Return every line of the data below that includes the string "down".

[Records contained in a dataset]

[Start of section]

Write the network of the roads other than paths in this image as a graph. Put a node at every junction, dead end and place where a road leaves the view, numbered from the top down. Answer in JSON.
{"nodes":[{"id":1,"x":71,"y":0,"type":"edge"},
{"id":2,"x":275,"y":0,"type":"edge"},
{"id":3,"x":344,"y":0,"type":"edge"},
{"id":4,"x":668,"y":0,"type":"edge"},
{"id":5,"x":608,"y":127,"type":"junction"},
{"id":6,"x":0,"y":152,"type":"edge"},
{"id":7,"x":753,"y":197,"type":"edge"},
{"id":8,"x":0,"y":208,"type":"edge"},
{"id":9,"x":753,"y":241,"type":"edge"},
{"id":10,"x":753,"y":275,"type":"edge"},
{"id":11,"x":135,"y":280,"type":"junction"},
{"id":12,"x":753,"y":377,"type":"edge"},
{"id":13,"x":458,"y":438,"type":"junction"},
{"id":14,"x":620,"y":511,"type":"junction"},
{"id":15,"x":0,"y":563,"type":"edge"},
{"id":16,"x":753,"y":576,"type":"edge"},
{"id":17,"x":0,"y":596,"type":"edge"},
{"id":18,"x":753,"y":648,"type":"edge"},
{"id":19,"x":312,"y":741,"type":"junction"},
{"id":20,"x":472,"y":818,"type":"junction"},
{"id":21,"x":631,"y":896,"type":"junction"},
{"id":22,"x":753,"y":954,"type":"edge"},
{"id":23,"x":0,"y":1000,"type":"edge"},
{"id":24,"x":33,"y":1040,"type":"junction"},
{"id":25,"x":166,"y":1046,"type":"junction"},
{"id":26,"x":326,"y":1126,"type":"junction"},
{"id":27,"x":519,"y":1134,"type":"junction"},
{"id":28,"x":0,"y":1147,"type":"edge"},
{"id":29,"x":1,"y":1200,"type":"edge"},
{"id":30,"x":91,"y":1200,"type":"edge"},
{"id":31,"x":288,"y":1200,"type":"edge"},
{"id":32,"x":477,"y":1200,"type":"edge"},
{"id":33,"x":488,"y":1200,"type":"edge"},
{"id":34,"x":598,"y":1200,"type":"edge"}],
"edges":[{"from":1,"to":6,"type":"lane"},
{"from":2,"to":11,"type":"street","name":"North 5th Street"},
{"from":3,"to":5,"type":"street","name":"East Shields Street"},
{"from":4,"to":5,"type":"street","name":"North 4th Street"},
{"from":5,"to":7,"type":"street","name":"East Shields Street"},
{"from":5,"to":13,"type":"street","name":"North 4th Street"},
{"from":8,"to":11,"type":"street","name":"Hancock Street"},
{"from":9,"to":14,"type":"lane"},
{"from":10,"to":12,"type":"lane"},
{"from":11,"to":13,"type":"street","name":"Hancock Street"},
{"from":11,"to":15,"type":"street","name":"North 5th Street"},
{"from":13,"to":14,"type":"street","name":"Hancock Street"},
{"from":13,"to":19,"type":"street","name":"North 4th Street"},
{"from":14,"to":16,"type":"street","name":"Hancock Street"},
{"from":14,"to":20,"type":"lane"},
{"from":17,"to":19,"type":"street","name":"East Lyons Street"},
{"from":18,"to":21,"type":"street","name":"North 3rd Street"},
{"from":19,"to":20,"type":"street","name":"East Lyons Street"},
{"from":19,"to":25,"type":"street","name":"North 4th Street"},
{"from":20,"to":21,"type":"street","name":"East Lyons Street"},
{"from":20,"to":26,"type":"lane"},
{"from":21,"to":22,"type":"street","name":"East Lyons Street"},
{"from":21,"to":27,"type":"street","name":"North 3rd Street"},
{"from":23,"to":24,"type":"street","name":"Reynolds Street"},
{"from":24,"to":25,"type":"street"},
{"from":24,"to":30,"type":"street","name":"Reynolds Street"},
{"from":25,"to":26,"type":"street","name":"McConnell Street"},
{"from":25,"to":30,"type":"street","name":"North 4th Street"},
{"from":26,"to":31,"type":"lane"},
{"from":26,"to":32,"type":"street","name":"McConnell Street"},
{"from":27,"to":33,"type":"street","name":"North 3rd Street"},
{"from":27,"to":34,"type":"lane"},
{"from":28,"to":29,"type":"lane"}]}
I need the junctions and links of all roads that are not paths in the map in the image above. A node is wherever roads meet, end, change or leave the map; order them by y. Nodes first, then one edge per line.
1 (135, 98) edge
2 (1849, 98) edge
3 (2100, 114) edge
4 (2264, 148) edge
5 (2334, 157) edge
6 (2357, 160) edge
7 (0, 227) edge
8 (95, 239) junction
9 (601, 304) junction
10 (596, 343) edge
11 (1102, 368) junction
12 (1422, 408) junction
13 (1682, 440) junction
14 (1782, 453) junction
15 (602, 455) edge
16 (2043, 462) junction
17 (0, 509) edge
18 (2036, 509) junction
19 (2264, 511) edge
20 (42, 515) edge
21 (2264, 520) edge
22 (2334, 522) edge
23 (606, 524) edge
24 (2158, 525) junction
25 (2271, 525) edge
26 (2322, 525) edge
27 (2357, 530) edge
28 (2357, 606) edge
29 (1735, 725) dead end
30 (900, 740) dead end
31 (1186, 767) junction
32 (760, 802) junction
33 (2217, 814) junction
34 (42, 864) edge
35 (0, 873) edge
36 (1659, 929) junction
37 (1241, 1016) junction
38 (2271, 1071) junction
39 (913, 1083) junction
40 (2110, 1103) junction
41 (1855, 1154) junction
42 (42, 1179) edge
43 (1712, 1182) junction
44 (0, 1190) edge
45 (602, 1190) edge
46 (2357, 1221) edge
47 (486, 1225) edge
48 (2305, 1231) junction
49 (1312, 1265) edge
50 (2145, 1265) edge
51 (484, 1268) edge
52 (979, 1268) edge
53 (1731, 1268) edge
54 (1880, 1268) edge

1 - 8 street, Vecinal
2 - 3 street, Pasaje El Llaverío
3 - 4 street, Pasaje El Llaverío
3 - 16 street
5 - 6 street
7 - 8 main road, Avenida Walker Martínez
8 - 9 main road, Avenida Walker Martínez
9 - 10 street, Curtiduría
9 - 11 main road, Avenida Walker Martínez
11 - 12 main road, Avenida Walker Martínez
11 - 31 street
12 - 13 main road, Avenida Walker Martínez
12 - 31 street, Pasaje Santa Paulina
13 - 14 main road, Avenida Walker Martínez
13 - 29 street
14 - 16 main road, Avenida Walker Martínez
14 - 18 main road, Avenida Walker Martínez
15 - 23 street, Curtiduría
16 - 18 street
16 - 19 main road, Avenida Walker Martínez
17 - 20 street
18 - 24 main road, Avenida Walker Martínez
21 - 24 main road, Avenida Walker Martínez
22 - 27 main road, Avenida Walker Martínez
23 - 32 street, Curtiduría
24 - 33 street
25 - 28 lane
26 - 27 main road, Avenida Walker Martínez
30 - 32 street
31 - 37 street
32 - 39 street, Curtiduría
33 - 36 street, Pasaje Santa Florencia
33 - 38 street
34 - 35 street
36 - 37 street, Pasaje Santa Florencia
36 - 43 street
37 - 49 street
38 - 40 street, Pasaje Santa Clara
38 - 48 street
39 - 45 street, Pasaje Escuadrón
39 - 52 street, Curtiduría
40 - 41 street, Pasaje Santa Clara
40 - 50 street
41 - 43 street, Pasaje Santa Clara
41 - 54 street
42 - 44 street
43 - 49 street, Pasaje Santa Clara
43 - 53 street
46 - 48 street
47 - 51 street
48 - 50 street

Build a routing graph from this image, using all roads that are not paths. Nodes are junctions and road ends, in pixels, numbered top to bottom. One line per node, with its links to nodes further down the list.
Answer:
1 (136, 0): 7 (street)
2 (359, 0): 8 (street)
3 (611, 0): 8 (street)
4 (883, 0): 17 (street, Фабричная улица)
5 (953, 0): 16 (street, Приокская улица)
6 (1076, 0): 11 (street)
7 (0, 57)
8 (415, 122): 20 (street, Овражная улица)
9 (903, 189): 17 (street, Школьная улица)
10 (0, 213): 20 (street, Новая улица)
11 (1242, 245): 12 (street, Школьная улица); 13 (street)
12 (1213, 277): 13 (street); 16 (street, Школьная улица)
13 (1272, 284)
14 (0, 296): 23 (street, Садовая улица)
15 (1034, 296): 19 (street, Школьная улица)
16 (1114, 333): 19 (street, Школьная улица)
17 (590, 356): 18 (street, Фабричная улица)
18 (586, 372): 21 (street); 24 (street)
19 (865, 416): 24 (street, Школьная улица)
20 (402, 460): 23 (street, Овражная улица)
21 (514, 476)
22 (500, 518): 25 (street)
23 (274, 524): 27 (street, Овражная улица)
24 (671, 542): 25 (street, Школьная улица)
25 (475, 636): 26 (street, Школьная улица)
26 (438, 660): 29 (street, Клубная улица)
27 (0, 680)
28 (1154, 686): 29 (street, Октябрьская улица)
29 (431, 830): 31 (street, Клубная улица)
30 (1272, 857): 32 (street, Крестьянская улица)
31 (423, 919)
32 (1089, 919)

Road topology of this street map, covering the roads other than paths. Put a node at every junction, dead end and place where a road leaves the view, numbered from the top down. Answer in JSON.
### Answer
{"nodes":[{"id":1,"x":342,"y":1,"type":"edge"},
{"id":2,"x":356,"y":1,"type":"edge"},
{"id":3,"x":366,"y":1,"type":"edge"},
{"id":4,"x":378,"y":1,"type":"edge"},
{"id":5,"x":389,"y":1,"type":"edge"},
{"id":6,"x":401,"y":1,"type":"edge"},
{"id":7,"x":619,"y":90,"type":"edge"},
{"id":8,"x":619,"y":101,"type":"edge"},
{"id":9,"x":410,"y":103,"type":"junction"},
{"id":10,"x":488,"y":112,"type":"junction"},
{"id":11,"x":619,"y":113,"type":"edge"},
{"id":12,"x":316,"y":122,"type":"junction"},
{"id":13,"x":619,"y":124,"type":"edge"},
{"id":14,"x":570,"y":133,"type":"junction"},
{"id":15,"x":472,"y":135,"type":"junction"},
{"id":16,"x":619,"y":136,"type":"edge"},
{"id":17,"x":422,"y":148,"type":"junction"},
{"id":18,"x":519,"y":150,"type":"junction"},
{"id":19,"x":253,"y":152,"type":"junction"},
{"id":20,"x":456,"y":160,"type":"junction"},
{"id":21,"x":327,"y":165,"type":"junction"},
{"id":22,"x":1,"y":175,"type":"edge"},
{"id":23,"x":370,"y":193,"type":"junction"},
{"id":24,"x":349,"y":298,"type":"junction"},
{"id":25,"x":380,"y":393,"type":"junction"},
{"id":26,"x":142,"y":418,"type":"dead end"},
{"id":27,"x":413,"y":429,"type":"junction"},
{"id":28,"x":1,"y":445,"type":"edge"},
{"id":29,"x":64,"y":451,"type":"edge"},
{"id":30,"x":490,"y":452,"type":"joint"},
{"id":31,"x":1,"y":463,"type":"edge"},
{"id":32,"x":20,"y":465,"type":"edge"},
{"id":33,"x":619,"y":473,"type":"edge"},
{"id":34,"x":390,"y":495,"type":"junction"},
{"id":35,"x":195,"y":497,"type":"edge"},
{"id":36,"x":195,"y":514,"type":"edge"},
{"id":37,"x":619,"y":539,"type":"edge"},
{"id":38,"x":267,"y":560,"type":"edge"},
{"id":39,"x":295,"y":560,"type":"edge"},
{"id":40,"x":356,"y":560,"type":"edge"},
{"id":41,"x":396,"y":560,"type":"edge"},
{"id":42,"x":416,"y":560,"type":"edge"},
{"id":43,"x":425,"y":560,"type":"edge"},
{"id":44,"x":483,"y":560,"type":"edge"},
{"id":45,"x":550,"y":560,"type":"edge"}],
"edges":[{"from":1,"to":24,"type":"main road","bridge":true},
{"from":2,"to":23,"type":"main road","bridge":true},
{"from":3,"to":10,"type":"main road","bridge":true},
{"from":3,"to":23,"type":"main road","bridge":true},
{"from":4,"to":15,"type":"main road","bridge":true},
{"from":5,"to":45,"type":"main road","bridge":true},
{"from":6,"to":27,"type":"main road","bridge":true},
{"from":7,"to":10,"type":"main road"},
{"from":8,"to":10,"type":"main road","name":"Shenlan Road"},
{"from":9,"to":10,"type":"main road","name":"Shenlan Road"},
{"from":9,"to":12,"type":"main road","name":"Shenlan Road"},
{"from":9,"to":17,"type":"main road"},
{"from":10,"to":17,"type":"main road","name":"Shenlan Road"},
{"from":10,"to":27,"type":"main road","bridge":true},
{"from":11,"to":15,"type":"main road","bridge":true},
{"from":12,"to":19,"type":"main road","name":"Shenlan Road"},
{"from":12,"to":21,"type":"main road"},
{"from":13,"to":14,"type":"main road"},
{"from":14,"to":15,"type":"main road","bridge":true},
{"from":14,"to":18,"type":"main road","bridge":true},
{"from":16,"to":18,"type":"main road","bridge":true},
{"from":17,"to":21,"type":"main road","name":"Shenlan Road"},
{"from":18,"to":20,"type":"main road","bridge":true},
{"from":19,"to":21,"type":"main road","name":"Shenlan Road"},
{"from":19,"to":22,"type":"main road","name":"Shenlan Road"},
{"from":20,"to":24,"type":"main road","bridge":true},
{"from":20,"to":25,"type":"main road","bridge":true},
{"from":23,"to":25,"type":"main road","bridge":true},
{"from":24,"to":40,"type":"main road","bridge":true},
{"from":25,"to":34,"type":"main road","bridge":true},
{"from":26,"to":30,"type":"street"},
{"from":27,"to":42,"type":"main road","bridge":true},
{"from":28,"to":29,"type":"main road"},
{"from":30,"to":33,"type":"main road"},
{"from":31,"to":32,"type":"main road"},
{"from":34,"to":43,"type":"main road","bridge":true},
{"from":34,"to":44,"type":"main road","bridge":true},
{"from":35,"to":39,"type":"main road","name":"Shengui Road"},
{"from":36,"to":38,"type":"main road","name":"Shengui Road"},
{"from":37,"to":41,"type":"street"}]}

[End of section]

→ Response to this task:
Write the network of the roads other than paths in this image as a graph. Put a node at every junction, dead end and place where a road leaves the view, numbered from the top down. Answer in JSON.
Build a routing graph from this image, using all roads that are not paths. Nodes are junctions and road ends, in pixels, numbered top to bottom. One line per node, with its links to nodes further down the list.
Road topology of this street map, covering the roads other than paths. Put a node at every junction, dead end and place where a road leaves the view, numbered from the top down. Answer in JSON.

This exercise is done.